Saved entries -
# # #

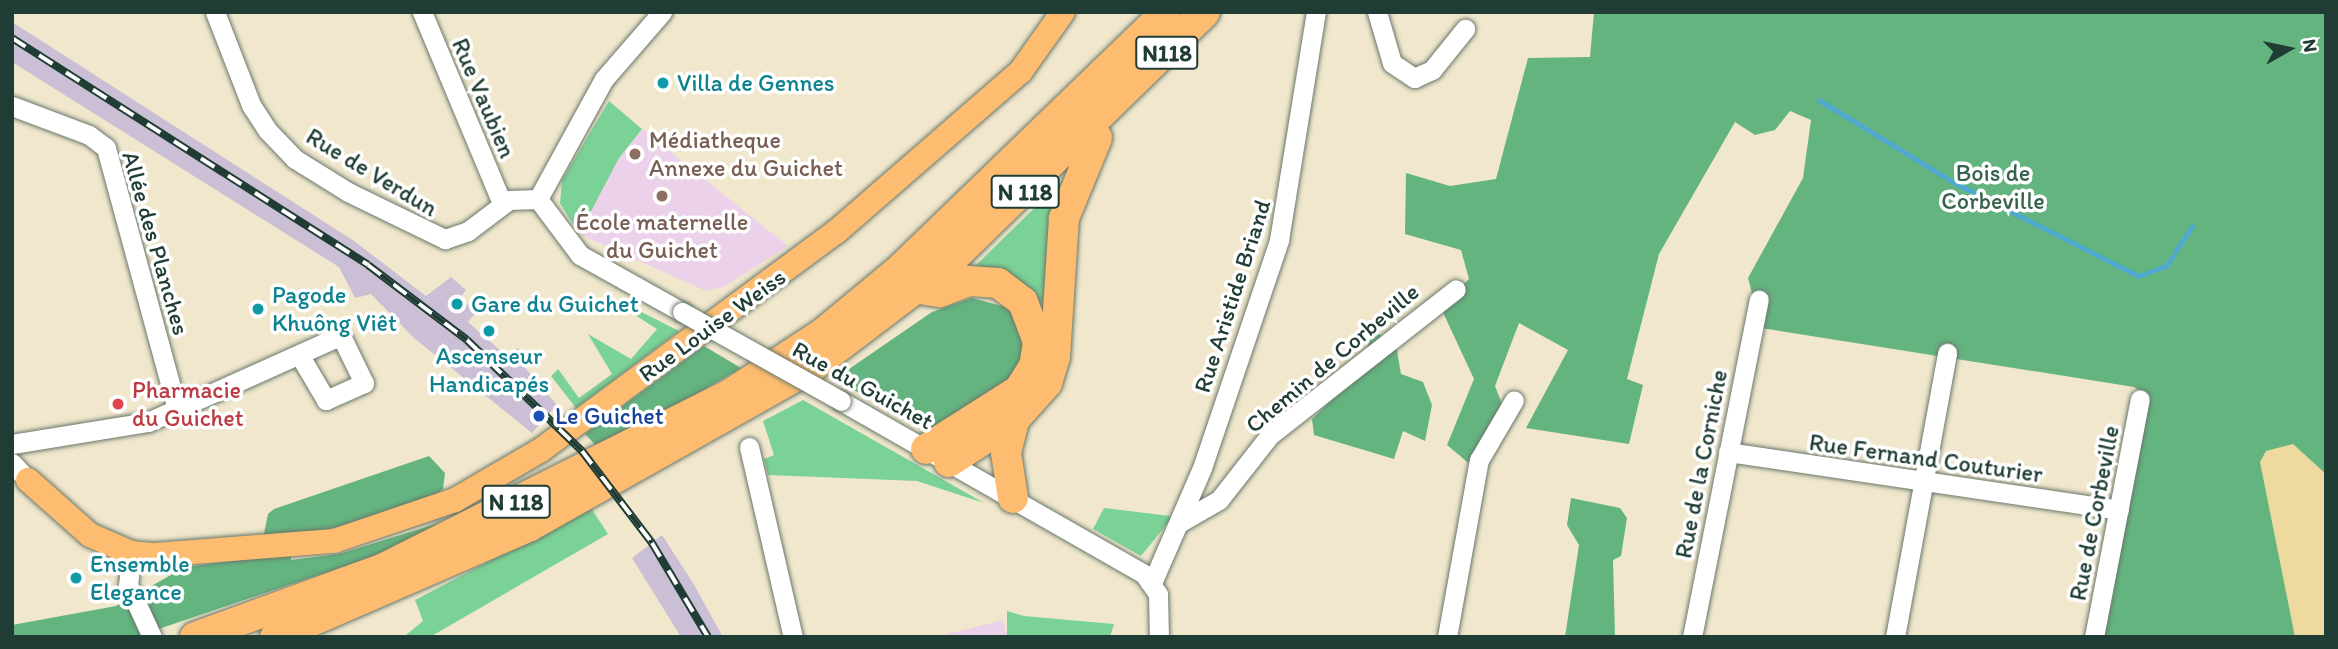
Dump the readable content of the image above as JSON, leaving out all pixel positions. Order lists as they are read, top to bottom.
{
  "streets": {
    "highway": ["N118", "N 118"],
    "main road": ["Rue Louise Weiss"],
    "street": [
      "Rue Vaubien",
      "Rue de Verdun",
      "Allée des Planches",
      "Rue Aristide Briand",
      "Chemin de Corbeville",
      "Rue du Guichet",
      "Rue Fernand Couturier",
      "Rue de la Corniche",
      "Rue de Corbeville"
    ]
  },
  "crossings": [
    ["N118", "N 118"],
    ["Rue Vaubien", "Rue de Verdun"],
    ["Rue Aristide Briand", "Chemin de Corbeville"],
    ["Rue Aristide Briand", "Rue du Guichet"],
    ["Rue Fernand Couturier", "Rue de la Corniche"],
    ["Rue Fernand Couturier", "Rue de Corbeville"]
  ],
  "parks": ["Bois de Corbeville"],
  "places": [
    "Villa de Gennes",
    "Médiatheque Annexe du Guichet",
    "École maternelle du Guichet",
    "Gare du Guichet",
    "Pagode Khuông Viêt",
    "Ascenseur Handicapés",
    "Pharmacie du Guichet",
    "Le Guichet",
    "Ensemble Elegance"
  ],
  "north": "right"
}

# # #

Check every line above for the word "Briand" and copy those that have it.

      "Rue Aristide Briand",
    ["Rue Aristide Briand", "Chemin de Corbeville"],
    ["Rue Aristide Briand", "Rue du Guichet"],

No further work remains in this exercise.